エポックの秘密②
「エポック君の新しいスキル・・・おそらく、この戦闘の時に手に入れたスキルなんだがね。
それが【実現する願い】というんだ。
効果は、自分が最も今必要としている魔法かスキルを、職業適性に関わらず、残りの精神力を全て代償にすることで発動させることができる。というものなんだ。」
ベルナルドが厳しい表情をしたままそう話す。周りも皆も静かに聴いていて、部屋の中の空気はとても冷たく感じる。
確かに、あの時のことは俺には記憶にはないが、多分ヒールで回復できるようなものではなかったのは間違いない。
もし、死にかけでヒールでは焼け石に水の状態の俺を回復出来たとすれば、最高位クラスの回復魔法だったと思える。

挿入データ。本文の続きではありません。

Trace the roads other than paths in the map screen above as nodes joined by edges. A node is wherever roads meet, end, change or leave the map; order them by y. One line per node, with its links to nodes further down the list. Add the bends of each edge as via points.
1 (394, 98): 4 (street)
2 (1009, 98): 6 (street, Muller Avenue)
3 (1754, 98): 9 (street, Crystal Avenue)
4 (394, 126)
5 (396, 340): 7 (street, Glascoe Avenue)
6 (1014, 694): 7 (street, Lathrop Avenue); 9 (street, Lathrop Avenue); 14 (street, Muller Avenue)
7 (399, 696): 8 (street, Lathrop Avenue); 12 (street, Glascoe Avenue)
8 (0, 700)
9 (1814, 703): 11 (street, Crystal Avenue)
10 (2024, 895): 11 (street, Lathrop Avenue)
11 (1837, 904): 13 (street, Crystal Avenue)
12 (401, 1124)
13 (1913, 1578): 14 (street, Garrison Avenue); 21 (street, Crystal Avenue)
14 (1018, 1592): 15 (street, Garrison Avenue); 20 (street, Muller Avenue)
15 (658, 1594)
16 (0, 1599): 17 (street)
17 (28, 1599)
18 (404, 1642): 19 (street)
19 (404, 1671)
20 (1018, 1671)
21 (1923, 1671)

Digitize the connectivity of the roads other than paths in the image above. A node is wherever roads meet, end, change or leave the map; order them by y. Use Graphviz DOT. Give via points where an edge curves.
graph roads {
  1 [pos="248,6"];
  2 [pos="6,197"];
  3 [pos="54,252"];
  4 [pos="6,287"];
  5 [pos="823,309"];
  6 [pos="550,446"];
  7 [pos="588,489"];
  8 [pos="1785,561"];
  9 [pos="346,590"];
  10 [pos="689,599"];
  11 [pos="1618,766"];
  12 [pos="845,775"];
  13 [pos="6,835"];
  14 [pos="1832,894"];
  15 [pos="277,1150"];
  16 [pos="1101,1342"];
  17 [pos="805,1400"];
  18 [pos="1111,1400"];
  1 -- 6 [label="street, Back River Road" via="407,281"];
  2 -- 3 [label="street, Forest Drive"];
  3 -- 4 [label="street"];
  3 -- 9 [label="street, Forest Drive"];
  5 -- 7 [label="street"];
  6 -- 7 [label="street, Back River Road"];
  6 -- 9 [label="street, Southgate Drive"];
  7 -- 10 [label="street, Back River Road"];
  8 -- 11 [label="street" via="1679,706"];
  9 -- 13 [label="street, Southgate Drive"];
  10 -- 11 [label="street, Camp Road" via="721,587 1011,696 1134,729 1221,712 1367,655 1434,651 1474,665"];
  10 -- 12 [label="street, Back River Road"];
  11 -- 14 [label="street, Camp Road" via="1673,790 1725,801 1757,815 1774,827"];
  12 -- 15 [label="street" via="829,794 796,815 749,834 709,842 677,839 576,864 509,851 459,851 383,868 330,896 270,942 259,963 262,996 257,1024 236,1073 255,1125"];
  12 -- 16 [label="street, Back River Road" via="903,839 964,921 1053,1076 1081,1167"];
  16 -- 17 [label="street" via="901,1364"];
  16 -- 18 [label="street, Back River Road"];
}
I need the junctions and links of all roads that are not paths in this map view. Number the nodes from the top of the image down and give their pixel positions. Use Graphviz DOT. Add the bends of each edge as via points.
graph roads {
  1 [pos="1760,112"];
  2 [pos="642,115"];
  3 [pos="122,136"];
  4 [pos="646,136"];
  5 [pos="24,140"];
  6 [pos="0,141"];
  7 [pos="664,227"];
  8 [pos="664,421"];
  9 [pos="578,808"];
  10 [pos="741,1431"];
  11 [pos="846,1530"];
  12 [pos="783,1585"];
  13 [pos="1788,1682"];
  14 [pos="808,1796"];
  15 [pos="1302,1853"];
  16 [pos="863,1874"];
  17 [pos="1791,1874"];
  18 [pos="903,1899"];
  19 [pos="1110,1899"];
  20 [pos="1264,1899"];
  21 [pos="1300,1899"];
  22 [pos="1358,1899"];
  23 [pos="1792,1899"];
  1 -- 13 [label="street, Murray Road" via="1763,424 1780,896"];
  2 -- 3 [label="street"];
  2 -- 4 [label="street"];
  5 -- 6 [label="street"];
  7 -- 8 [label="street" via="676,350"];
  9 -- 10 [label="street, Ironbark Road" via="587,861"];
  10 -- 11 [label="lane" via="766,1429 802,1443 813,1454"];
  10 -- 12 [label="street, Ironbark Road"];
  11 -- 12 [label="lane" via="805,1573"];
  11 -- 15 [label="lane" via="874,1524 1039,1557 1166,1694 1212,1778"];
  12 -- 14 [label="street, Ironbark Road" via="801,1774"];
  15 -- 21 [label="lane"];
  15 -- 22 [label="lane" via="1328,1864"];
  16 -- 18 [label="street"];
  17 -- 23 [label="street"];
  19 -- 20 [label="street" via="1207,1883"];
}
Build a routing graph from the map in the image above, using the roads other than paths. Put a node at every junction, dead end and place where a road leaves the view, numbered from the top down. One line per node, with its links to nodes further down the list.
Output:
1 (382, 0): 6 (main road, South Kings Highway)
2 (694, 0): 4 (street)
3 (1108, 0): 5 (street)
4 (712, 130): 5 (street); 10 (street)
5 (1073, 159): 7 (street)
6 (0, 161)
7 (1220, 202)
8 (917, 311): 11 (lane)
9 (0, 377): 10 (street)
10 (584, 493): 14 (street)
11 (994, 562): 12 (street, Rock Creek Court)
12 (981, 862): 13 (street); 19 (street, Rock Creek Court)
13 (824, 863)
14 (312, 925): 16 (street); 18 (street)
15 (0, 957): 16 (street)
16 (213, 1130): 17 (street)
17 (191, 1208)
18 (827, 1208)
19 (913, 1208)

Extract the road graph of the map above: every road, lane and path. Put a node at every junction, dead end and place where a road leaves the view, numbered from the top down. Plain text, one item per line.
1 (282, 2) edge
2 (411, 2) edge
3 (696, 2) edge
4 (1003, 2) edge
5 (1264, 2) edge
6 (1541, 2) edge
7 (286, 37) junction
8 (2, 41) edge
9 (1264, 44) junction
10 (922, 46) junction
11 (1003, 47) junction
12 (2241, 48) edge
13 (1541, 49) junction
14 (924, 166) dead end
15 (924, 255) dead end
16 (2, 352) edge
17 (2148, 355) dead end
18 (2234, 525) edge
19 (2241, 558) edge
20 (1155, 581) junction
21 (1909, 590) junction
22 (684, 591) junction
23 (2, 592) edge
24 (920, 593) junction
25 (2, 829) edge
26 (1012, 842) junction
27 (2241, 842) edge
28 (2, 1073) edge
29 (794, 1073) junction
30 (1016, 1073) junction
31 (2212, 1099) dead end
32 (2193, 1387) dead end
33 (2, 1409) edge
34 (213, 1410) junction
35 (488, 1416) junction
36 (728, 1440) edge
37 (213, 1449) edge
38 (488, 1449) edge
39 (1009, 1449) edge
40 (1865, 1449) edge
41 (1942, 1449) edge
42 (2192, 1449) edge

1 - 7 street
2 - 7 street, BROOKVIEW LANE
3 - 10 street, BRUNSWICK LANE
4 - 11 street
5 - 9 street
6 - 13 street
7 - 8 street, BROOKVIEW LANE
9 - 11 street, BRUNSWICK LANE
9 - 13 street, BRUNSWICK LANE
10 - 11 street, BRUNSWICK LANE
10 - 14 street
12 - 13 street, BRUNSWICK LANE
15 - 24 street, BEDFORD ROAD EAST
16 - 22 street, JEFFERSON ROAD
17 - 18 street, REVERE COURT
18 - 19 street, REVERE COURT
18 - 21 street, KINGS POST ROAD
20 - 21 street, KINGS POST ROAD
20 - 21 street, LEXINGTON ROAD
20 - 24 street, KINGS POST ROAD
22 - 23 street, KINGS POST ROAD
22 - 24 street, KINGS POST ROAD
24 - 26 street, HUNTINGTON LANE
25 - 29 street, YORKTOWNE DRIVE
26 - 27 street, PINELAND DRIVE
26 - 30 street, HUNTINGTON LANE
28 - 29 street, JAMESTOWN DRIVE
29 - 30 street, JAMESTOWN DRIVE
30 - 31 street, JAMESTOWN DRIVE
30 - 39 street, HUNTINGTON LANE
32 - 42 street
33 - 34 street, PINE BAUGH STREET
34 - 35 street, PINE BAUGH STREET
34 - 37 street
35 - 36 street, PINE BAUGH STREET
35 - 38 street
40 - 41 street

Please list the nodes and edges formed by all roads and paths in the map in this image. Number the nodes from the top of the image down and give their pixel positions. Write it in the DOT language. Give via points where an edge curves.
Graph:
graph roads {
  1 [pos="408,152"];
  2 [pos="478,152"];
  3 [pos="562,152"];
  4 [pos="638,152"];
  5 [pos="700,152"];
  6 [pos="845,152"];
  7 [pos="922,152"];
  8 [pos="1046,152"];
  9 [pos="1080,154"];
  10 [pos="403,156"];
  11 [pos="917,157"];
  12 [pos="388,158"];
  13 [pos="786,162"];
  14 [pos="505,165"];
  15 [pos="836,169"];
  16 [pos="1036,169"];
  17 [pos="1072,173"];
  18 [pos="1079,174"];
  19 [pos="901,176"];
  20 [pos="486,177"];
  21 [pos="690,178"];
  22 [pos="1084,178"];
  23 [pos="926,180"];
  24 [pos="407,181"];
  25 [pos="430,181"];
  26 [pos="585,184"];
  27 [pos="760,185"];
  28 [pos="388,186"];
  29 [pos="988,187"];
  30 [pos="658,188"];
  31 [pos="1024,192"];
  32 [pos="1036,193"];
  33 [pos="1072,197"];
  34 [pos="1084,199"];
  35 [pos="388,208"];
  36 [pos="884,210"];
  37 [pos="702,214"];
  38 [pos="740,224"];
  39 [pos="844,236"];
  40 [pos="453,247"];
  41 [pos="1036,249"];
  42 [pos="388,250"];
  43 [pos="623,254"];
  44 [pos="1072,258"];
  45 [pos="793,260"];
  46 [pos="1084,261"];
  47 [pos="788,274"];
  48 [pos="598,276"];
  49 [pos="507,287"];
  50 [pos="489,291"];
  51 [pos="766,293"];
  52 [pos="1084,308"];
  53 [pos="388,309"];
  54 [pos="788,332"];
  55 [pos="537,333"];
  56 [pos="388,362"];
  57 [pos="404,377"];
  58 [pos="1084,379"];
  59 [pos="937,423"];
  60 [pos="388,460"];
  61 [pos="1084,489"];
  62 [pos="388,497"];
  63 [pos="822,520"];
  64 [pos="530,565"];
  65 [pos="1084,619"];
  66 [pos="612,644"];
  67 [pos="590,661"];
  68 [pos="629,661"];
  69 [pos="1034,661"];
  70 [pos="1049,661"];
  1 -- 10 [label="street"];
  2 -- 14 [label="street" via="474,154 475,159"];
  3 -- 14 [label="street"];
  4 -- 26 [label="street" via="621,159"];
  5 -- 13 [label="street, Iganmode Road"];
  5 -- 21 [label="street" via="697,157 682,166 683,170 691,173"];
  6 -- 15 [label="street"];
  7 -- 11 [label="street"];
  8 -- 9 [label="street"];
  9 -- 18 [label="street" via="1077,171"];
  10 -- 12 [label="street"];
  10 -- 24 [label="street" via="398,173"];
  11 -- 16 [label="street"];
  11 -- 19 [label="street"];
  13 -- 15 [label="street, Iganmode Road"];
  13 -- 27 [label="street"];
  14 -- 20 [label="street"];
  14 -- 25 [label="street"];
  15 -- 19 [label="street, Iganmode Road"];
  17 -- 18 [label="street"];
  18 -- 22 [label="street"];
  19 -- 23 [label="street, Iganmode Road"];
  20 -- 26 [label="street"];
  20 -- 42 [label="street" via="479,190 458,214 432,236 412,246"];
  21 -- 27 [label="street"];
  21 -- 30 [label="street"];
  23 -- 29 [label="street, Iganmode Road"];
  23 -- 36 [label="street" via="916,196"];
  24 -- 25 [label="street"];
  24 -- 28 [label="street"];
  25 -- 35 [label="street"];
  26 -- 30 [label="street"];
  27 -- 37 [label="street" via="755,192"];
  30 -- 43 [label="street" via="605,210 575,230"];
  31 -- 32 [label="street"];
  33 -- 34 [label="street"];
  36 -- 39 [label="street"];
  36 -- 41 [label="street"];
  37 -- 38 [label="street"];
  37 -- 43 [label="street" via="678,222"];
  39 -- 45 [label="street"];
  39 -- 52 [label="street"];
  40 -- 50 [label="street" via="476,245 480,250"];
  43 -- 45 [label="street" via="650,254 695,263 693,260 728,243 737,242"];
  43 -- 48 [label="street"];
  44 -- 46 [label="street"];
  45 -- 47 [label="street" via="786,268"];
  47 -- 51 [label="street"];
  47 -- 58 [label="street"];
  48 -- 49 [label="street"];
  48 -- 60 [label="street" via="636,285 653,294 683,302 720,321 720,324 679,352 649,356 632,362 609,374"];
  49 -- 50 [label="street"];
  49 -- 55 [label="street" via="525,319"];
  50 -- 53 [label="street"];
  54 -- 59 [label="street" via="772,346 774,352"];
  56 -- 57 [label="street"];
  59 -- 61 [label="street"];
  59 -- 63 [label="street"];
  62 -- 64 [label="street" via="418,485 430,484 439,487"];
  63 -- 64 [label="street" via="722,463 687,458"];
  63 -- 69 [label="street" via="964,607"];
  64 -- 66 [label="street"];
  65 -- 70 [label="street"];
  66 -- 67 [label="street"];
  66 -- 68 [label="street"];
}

「はっきり言って、ジンバ君を救ったのは【実現する願い】に違いないと思う。
だがね、このスキルは本来、最上級職の「聖女」にしか使えないはずなんだ。
だが、何故かスカウトのエポック君に使えた。そうだね?」
「はい、確かに僕のステータスには、レアスキルに【実現する願い】が増えています。だけど僕の職業はスカウトです。」
「・・・彼女と狩りをした時に確認したが、間違いなくスカウトの動きだった。それに・・・聖女というのは・・・。」
「そう、この世に聖女は1人。帝都の猊下だけだ。それに、なろうとしてなれるものではない。なにせ最上級職だからな。」
ここまでずっと無言だったアルフォートが問いかけると、ベルナルドが答える。
「つまり、それが問題なんだ。
聖女の力を持つ、聖女ではないエポックさん。
このことがバレてしまうと、非常に厄介だ。今の彼女の立場は非常に危うい。」
「危ういって、具体的にはどういうこと?」
セーブが眉間にシワを寄せて、詰め寄る。
「僕が帝国の聖女に近い立場なら、殺さざるを得ないだろうな。」
ベルナルドの発言にエポックは俯く。もう既にベルナルドから事前に説明を受けていたのだろう。何も反論することは無い。しかしセーブは食ってかかる。
「こ、殺すってどういうことよ!」
「聖女にしか使えないから、価値があるんだ。それを他の人間が使えたら、困るわけだ。そうだろう?
それに、殺すのはエポック君だけじゃ無い。君もだよ、セーブ君。」
冷徹に語る彼の顔は、ずっとずっと険しい顔のままだった。